Task requirements
Out of the records below, copy all lines in which the word "nodes" occurs.

The input
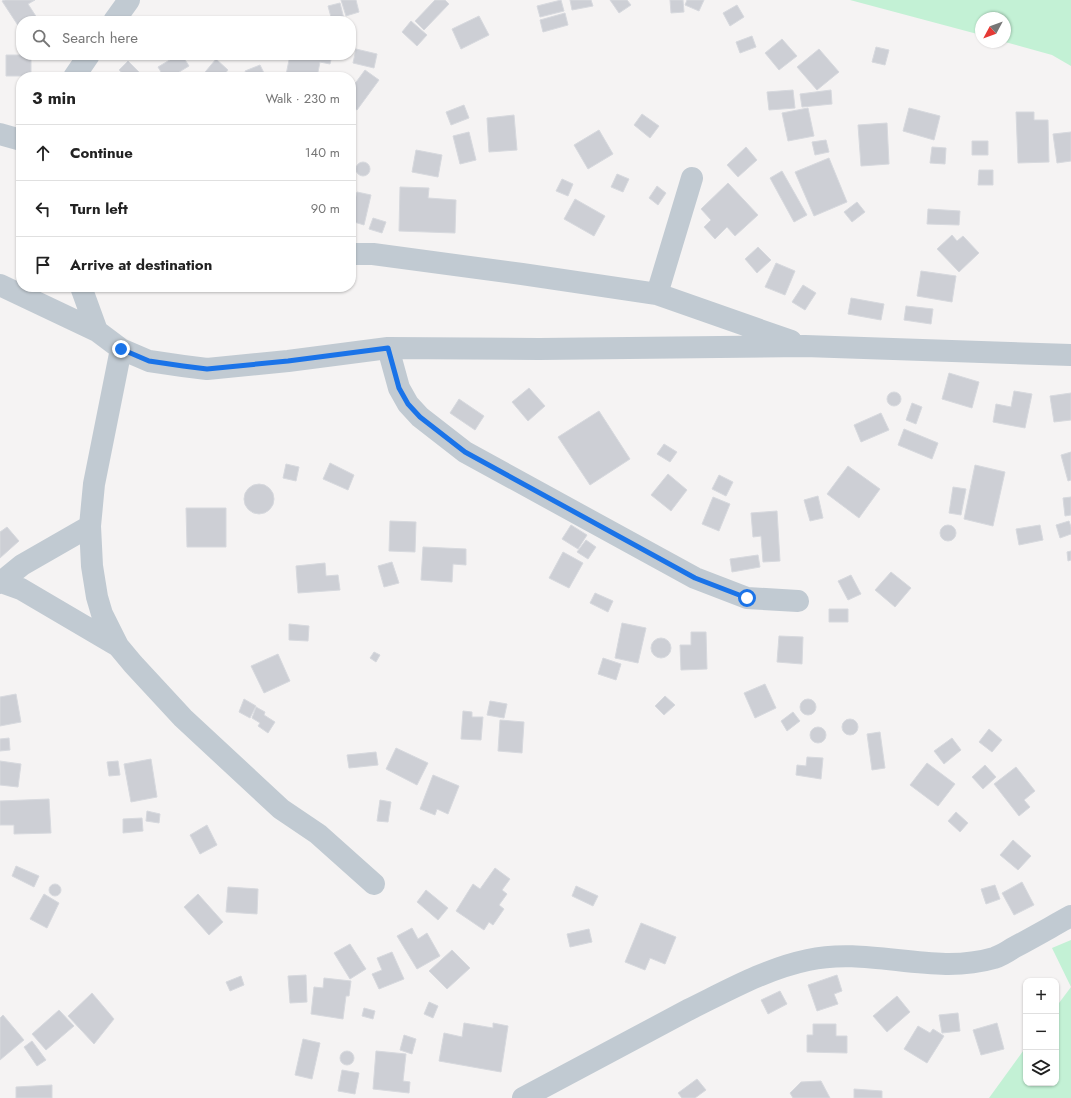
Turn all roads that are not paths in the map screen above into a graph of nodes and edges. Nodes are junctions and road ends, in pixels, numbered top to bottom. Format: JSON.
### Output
{"nodes":[{"id":1,"x":129,"y":0,"type":"edge"},
{"id":2,"x":118,"y":16,"type":"edge"},
{"id":3,"x":86,"y":60,"type":"edge"},
{"id":4,"x":77,"y":72,"type":"edge"},
{"id":5,"x":0,"y":134,"type":"edge"},
{"id":6,"x":16,"y":139,"type":"edge"},
{"id":7,"x":692,"y":178,"type":"dead end"},
{"id":8,"x":356,"y":254,"type":"edge"},
{"id":9,"x":0,"y":285,"type":"edge"},
{"id":10,"x":83,"y":292,"type":"edge"},
{"id":11,"x":657,"y":294,"type":"junction"},
{"id":12,"x":97,"y":331,"type":"junction"},
{"id":13,"x":806,"y":346,"type":"junction"},
{"id":14,"x":388,"y":348,"type":"junction"},
{"id":15,"x":121,"y":349,"type":"junction"},
{"id":16,"x":1071,"y":356,"type":"edge"},
{"id":17,"x":90,"y":526,"type":"junction"},
{"id":18,"x":1,"y":582,"type":"edge"},
{"id":19,"x":798,"y":601,"type":"dead end"},
{"id":20,"x":118,"y":646,"type":"junction"},
{"id":21,"x":374,"y":884,"type":"dead end"},
{"id":22,"x":1071,"y":916,"type":"edge"},
{"id":23,"x":523,"y":1098,"type":"edge"}],
"edges":[{"from":1,"to":2,"type":"street"},
{"from":3,"to":4,"type":"street"},
{"from":5,"to":6,"type":"street"},
{"from":7,"to":11,"type":"street"},
{"from":8,"to":11,"type":"street"},
{"from":9,"to":12,"type":"street"},
{"from":10,"to":12,"type":"street"},
{"from":11,"to":13,"type":"street"},
{"from":12,"to":15,"type":"street"},
{"from":13,"to":14,"type":"street"},
{"from":13,"to":16,"type":"street"},
{"from":14,"to":15,"type":"street"},
{"from":14,"to":19,"type":"street"},
{"from":15,"to":17,"type":"street"},
{"from":17,"to":18,"type":"street"},
{"from":17,"to":20,"type":"street"},
{"from":18,"to":20,"type":"street"},
{"from":20,"to":21,"type":"street"},
{"from":22,"to":23,"type":"street"}]}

Output for this task
Turn all roads that are not paths in the map screen above into a graph of nodes and edges. Nodes are junctions and road ends, in pixels, numbered top to bottom. Format: JSON.
{"nodes":[{"id":1,"x":129,"y":0,"type":"edge"},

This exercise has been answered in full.